Convolución 1 (Front cover 1):


Here we are taking input and convolving with size filters 5 x 5, thus producing an output of size 28 x 28 Check the above formula to calculate the output dimensions, what here is that we have taken 6 filters of this type and, Thus, the depth of conv1 is 6, Thus, its dimensions were 28 x 28 x 6 now pass this to grouping layer

Grouping 1 (Front cover 2):


Here we are taking 28 x 28 x 6 as input and applying the average combination of a matrix of 2 × 2 and a step from 2, namely, placing an array of 2 x 2 at the input and taking the average of all those four pixels and jumping with a jump of 2 columns every time, what gives 14 x 14 x 6 as a way out, we are calculating the grouping for each layer, so here the output depth is 6

Convolución 2 (Front cover 3):


Here we are taking the 14 x 14 x 6, namely, the o / py convolving with a size filter 5 x5, with a stride of 1, namely (no jumps), and with zero fillings, so we get an output of 10 x 10, now here we take 16 filters of this type of depth 6 and we convolve thus obtaining an output of 10 x 10 x 16

Grouping 2 (Front cover 4):


Here we are taking the output from the previous layer and performing an average grouping with a step of 2, namely (skip two columns) and with a size filter 2 x 2, here we superimpose this filter on the layers of 10 x 10 x 16 so for each 10 x 10 we get outputs from 5 x 5, Thus, getting 5 x 5 x 16

Front cover (N-2) and Cape (N-1):


Finally, we flatten all the values ​​of 5 x 5 x 16 to a single layer in size 400 and we input them into a forward feeding neural network of 120 neurons that have a weight matrix of size. [400,120] and a hidden layer of 84 neurons connected by 120 neurons with a weight matrix of [120,84] and you are 84 neurons are in fact connected to 10 output neurons


These neurons o / p finalize the number predicted by softmaxing.
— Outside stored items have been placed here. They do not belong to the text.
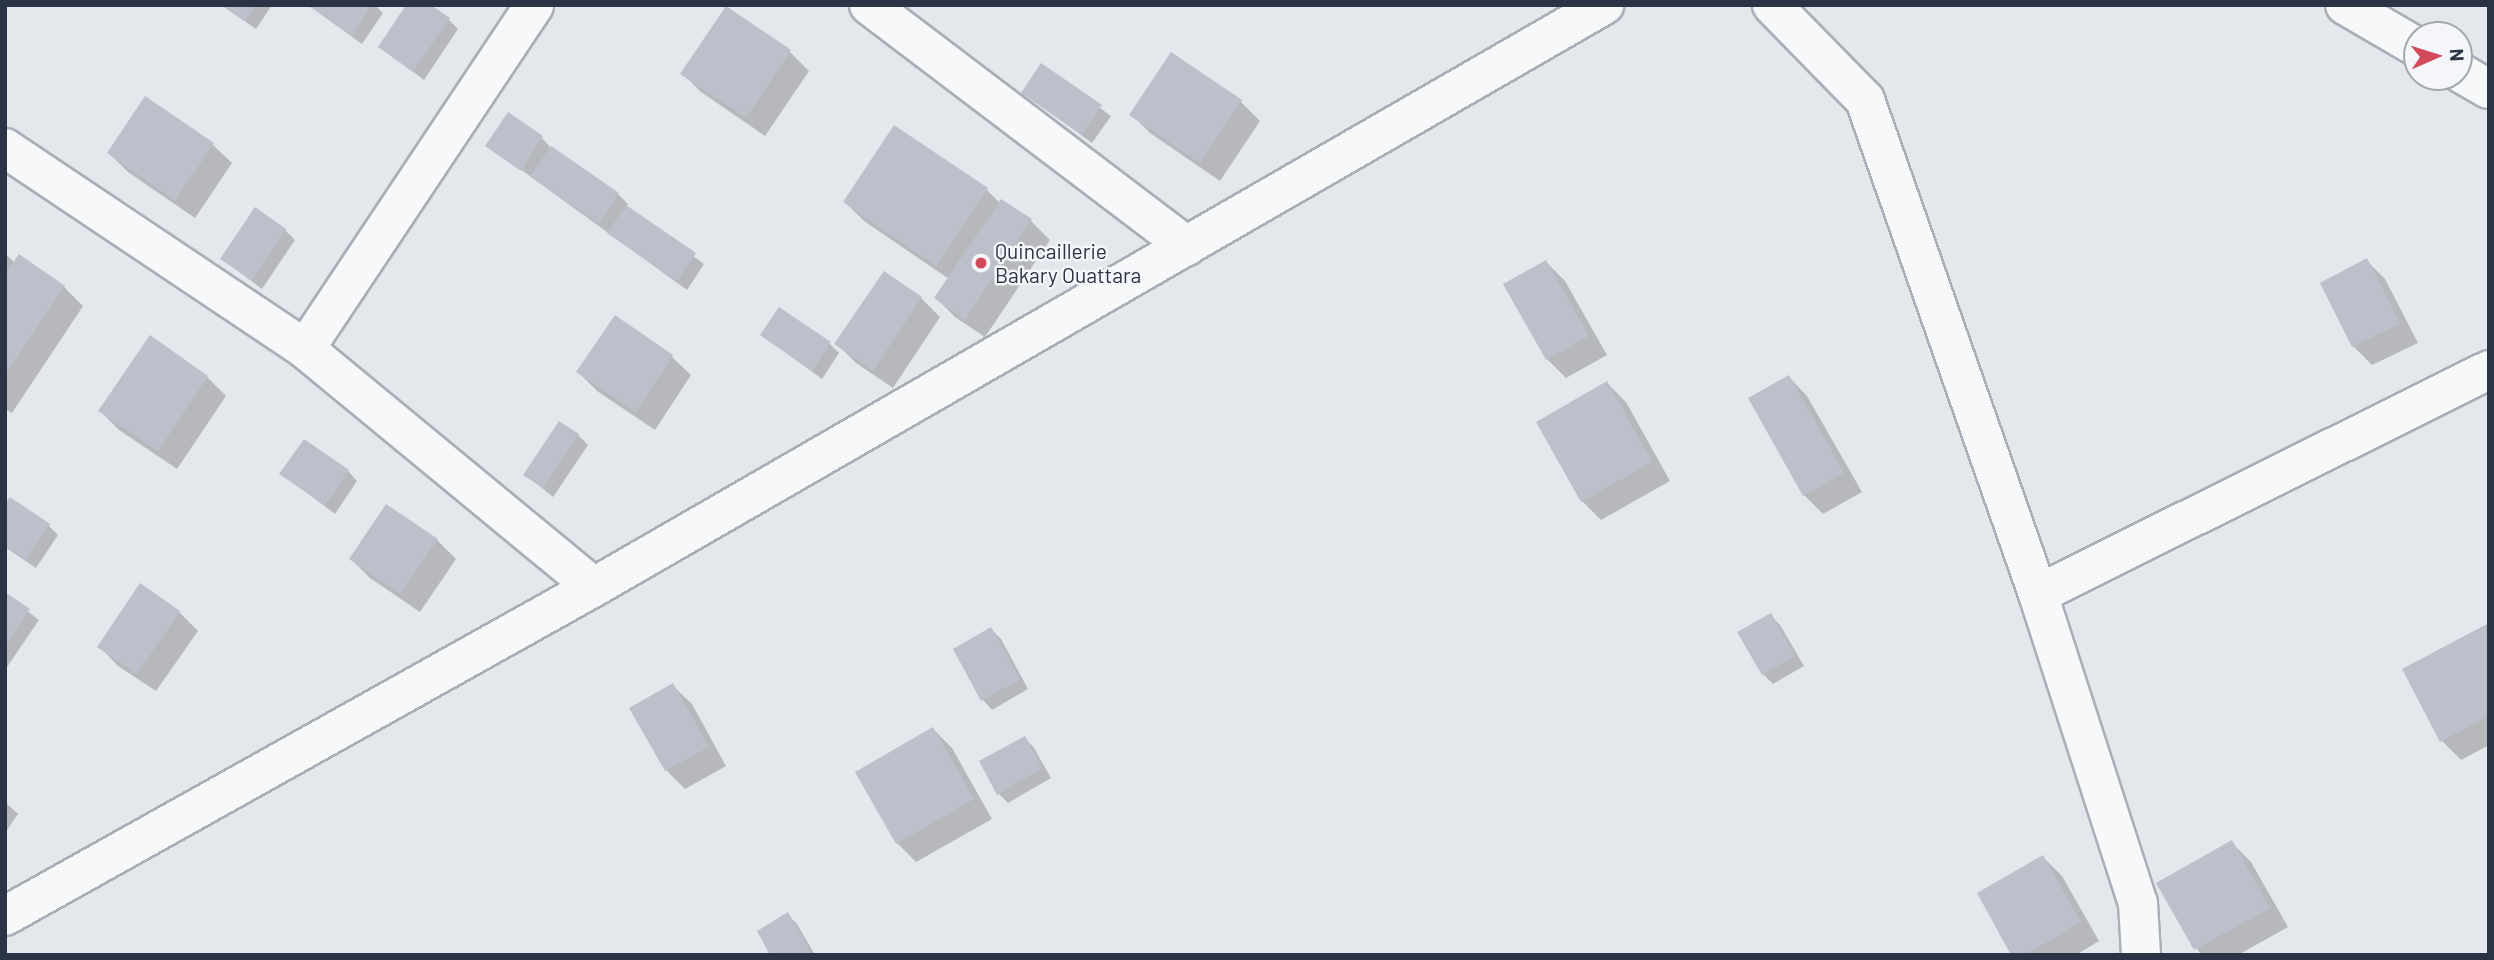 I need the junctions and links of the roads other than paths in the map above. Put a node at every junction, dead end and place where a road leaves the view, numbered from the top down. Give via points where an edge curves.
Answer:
1 (534, 5) edge
2 (869, 5) edge
3 (1604, 5) edge
4 (1772, 5) edge
5 (2345, 5) edge
6 (2403, 39) edge
7 (2473, 80) edge
8 (2489, 89) edge
9 (5, 148) edge
10 (1187, 246) junction
11 (305, 349) junction
12 (2489, 370) edge
13 (594, 587) junction
14 (2038, 594) junction
15 (6, 914) edge
16 (2141, 955) edge

1 - 11 street
2 - 10 street
3 - 10 street
4 - 14 street via 1866,100
5 - 6 street
7 - 8 street
9 - 11 street
10 - 13 street
11 - 13 street
12 - 14 street
13 - 15 street
14 - 16 street via 2138,904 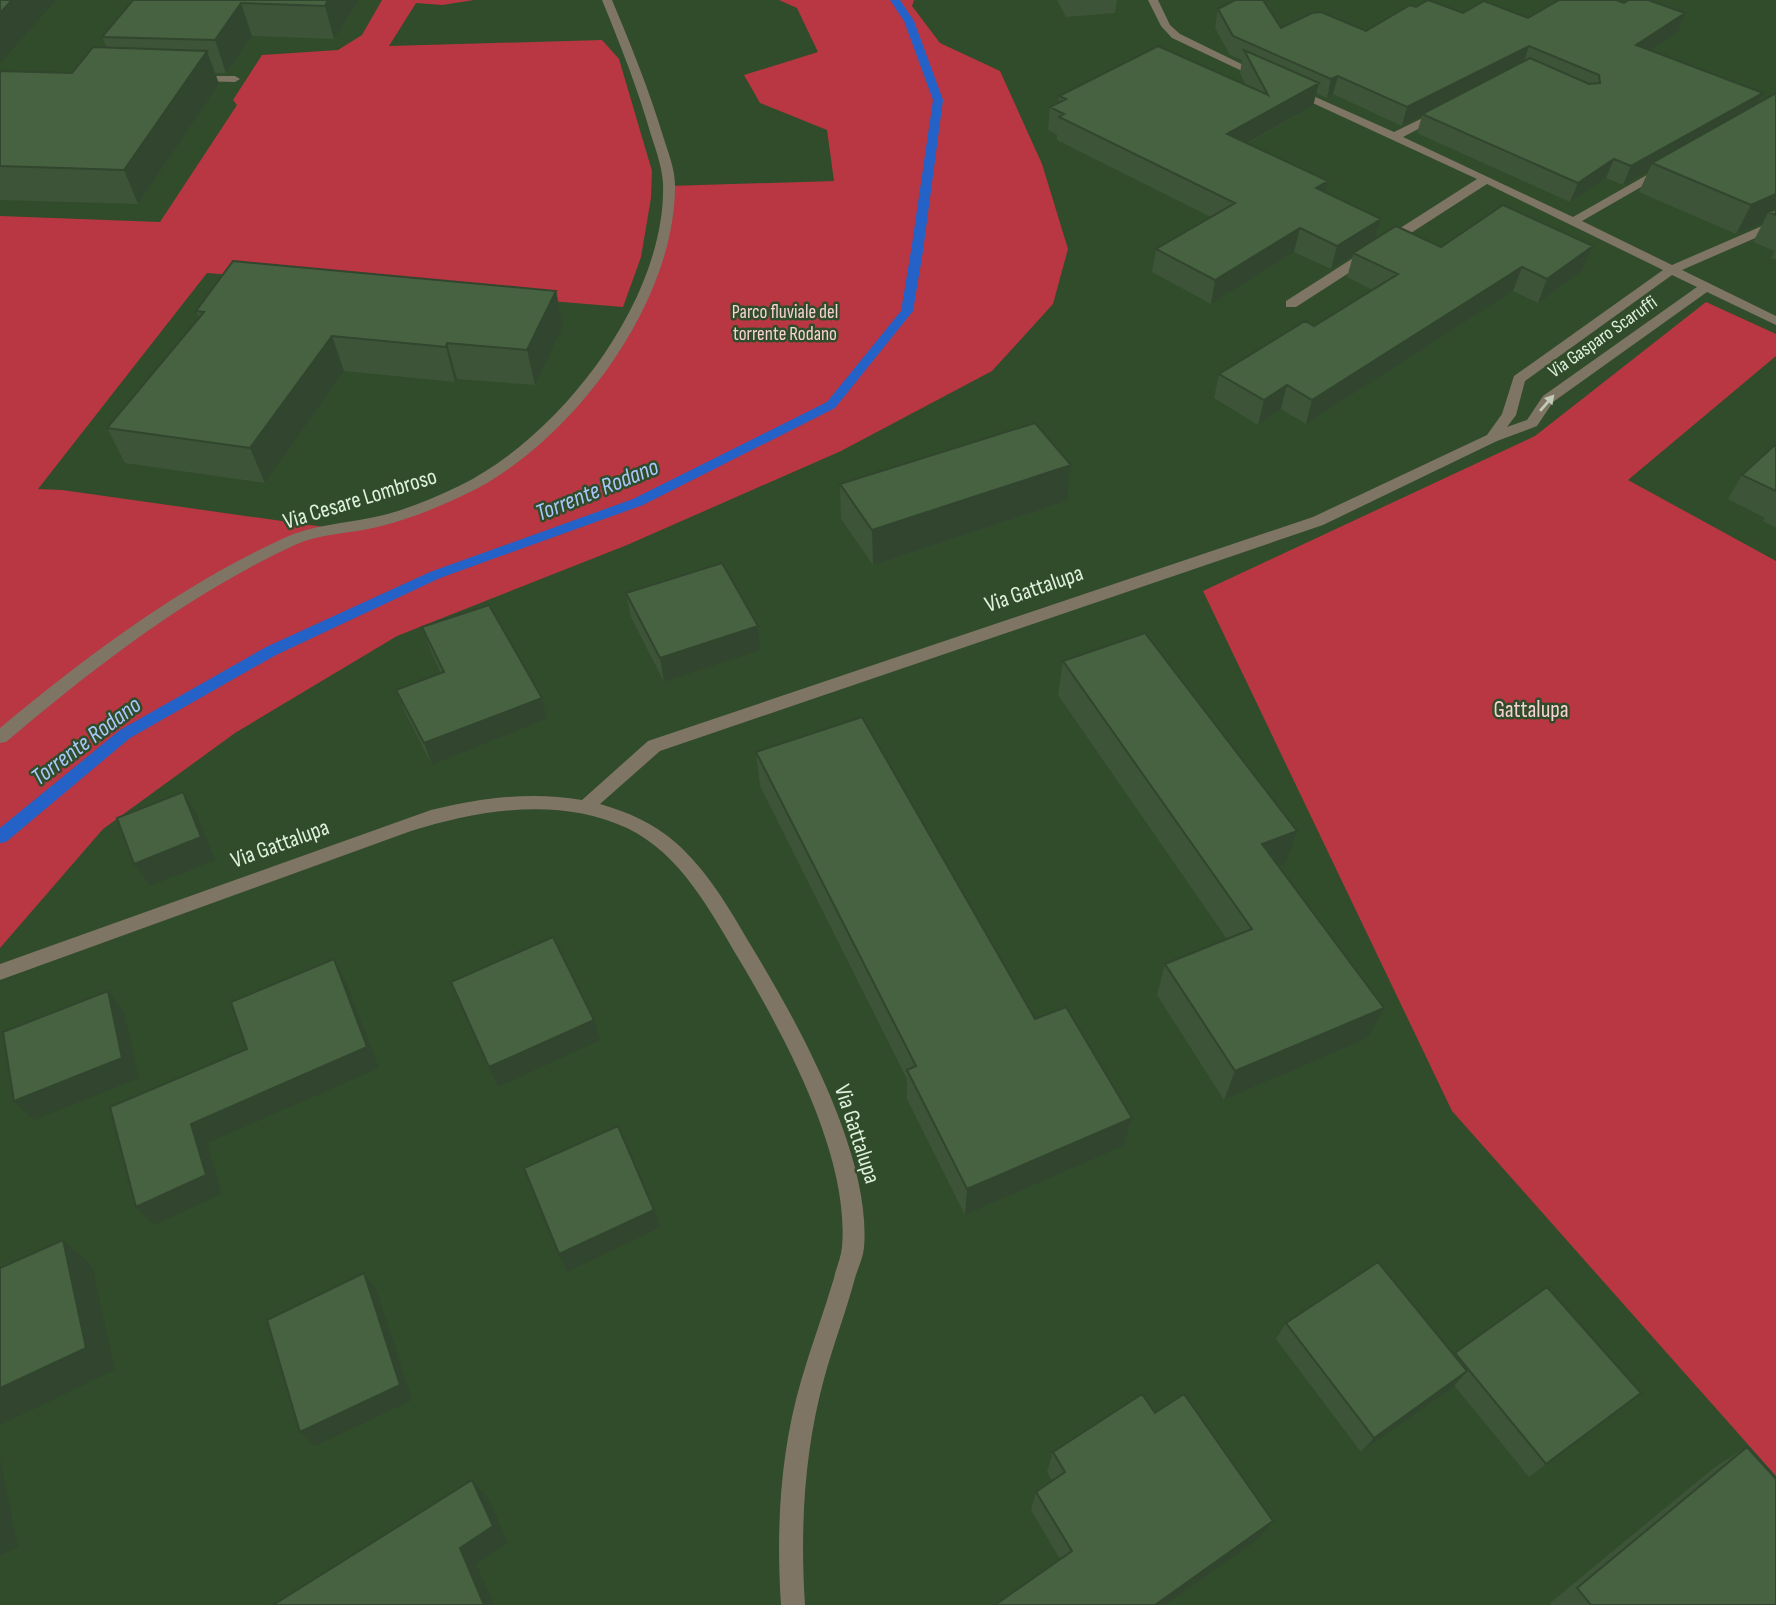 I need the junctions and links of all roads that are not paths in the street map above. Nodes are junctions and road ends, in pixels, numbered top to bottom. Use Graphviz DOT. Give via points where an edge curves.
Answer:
graph roads {
  1 [pos="607,0"];
  2 [pos="1153,0"];
  3 [pos="180,78"];
  4 [pos="235,79"];
  5 [pos="1269,79"];
  6 [pos="1281,85"];
  7 [pos="1454,106"];
  8 [pos="1396,136"];
  9 [pos="1681,160"];
  10 [pos="1486,179"];
  11 [pos="1574,222"];
  12 [pos="1776,224"];
  13 [pos="1670,271"];
  14 [pos="1705,288"];
  15 [pos="1291,304"];
  16 [pos="1776,321"];
  17 [pos="1492,438"];
  18 [pos="1318,521"];
  19 [pos="0,737"];
  20 [pos="586,807"];
  21 [pos="0,972"];
  22 [pos="793,1605"];
  1 -- 19 [label="street, Via Cesare Lombroso" via="643,87 669,186 660,259 625,332 578,393 520,456 496,473 408,513 331,528 257,558 142,626"];
  2 -- 5 [label="street" via="1176,36"];
  3 -- 4 [label="street"];
  6 -- 8 [label="street, Via Gasparo Scaruffi"];
  7 -- 8 [label="street"];
  8 -- 10 [label="street, Via Gasparo Scaruffi"];
  9 -- 11 [label="street"];
  10 -- 11 [label="street, Via Gasparo Scaruffi"];
  10 -- 15 [label="street"];
  11 -- 13 [label="street, Via Gasparo Scaruffi"];
  12 -- 13 [label="street, Via Gasparo Scaruffi"];
  13 -- 14 [label="street, Via Gasparo Scaruffi"];
  13 -- 17 [label="street, Via Gasparo Scaruffi" via="1519,379 1509,415"];
  14 -- 16 [label="street, Via Gasparo Scaruffi"];
  17 -- 14 [label="street, Via Gasparo Scaruffi, one-way" via="1532,423 1548,399"];
  17 -- 18 [label="street, Via Gasparo Scaruffi"];
  18 -- 20 [label="street, Via Gattalupa" via="691,731 654,746"];
  20 -- 21 [label="street, Via Gattalupa" via="557,803 476,807 403,827"];
  20 -- 22 [label="street, Via Gattalupa" via="654,835 691,869 768,988 807,1067 838,1147 847,1183 853,1247 810,1391 796,1466 789,1556"];
}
How does a convolutional neural network really work??

Works through weight sharing and poor connectivity,


So here, as you can see the convolution has some weights these weights are shared by all input neurons, not each entry has a separate weight called a shared weight, Y not all input neurons are connected to the output neuron and only some that are convoluted are activated, what is known as poor connectivity, CNN is no different from feedforward neural networks, These two properties make them special!

Points to look at

1. After each convolution, the output is sent to a trigger function for better characteristics and to maintain positivity, for instance: resume

2. Poor connectivity and shared weight are the main reason for a convolutional neural network to work.

3. The concept of choosing a series of filters between the layers and the padding and the dimensions of the stride and the filter is taken by conducting a series of experiments, do not worry about it, focus on building the foundation, one day you will do those experiments and build a more productive !!!

Subscribe to our Newsletter

We will not send you SPAM mail. We hate it as much as you.